---- Extracted data

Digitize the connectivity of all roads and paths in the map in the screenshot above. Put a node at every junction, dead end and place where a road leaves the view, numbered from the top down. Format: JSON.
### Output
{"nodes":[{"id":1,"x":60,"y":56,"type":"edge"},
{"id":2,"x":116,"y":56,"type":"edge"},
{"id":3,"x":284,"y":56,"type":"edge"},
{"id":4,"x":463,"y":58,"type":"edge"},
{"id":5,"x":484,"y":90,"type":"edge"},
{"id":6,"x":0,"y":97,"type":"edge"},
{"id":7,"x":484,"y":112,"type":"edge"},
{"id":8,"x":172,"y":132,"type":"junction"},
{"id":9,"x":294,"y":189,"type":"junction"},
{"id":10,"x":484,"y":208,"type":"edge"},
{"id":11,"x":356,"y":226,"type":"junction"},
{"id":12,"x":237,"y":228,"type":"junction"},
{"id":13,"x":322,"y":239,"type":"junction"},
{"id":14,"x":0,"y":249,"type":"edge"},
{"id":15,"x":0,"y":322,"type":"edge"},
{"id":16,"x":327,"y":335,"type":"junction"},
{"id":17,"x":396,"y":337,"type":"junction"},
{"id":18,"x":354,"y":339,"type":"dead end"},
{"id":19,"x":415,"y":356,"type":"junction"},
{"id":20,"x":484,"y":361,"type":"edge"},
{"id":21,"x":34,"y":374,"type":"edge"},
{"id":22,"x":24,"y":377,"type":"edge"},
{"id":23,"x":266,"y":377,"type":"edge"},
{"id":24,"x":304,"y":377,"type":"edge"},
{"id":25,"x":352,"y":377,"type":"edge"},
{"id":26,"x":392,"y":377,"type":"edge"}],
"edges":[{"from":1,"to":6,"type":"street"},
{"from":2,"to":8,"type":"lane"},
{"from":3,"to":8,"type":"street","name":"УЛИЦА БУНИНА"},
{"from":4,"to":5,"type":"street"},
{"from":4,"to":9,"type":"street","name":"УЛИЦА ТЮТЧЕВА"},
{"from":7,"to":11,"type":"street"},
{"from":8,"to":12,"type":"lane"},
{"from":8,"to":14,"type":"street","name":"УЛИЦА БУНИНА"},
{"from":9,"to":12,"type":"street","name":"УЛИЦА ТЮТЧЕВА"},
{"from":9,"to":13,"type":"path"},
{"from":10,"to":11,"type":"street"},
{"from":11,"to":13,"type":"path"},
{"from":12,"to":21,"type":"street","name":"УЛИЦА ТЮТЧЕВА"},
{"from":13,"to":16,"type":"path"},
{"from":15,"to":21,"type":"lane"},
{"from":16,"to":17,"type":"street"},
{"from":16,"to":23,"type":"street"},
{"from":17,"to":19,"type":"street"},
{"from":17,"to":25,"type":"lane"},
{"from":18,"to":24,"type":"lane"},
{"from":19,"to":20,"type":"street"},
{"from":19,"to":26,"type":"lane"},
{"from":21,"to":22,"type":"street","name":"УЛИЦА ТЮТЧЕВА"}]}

--------

- **What needs to be done**:
Copy the entries above exactly, leaving none out.

- **Final answer**:
Digitize the connectivity of all roads and paths in the map in the screenshot above. Put a node at every junction, dead end and place where a road leaves the view, numbered from the top down. Format: JSON.
### Output
{"nodes":[{"id":1,"x":60,"y":56,"type":"edge"},
{"id":2,"x":116,"y":56,"type":"edge"},
{"id":3,"x":284,"y":56,"type":"edge"},
{"id":4,"x":463,"y":58,"type":"edge"},
{"id":5,"x":484,"y":90,"type":"edge"},
{"id":6,"x":0,"y":97,"type":"edge"},
{"id":7,"x":484,"y":112,"type":"edge"},
{"id":8,"x":172,"y":132,"type":"junction"},
{"id":9,"x":294,"y":189,"type":"junction"},
{"id":10,"x":484,"y":208,"type":"edge"},
{"id":11,"x":356,"y":226,"type":"junction"},
{"id":12,"x":237,"y":228,"type":"junction"},
{"id":13,"x":322,"y":239,"type":"junction"},
{"id":14,"x":0,"y":249,"type":"edge"},
{"id":15,"x":0,"y":322,"type":"edge"},
{"id":16,"x":327,"y":335,"type":"junction"},
{"id":17,"x":396,"y":337,"type":"junction"},
{"id":18,"x":354,"y":339,"type":"dead end"},
{"id":19,"x":415,"y":356,"type":"junction"},
{"id":20,"x":484,"y":361,"type":"edge"},
{"id":21,"x":34,"y":374,"type":"edge"},
{"id":22,"x":24,"y":377,"type":"edge"},
{"id":23,"x":266,"y":377,"type":"edge"},
{"id":24,"x":304,"y":377,"type":"edge"},
{"id":25,"x":352,"y":377,"type":"edge"},
{"id":26,"x":392,"y":377,"type":"edge"}],
"edges":[{"from":1,"to":6,"type":"street"},
{"from":2,"to":8,"type":"lane"},
{"from":3,"to":8,"type":"street","name":"УЛИЦА БУНИНА"},
{"from":4,"to":5,"type":"street"},
{"from":4,"to":9,"type":"street","name":"УЛИЦА ТЮТЧЕВА"},
{"from":7,"to":11,"type":"street"},
{"from":8,"to":12,"type":"lane"},
{"from":8,"to":14,"type":"street","name":"УЛИЦА БУНИНА"},
{"from":9,"to":12,"type":"street","name":"УЛИЦА ТЮТЧЕВА"},
{"from":9,"to":13,"type":"path"},
{"from":10,"to":11,"type":"street"},
{"from":11,"to":13,"type":"path"},
{"from":12,"to":21,"type":"street","name":"УЛИЦА ТЮТЧЕВА"},
{"from":13,"to":16,"type":"path"},
{"from":15,"to":21,"type":"lane"},
{"from":16,"to":17,"type":"street"},
{"from":16,"to":23,"type":"street"},
{"from":17,"to":19,"type":"street"},
{"from":17,"to":25,"type":"lane"},
{"from":18,"to":24,"type":"lane"},
{"from":19,"to":20,"type":"street"},
{"from":19,"to":26,"type":"lane"},
{"from":21,"to":22,"type":"street","name":"УЛИЦА ТЮТЧЕВА"}]}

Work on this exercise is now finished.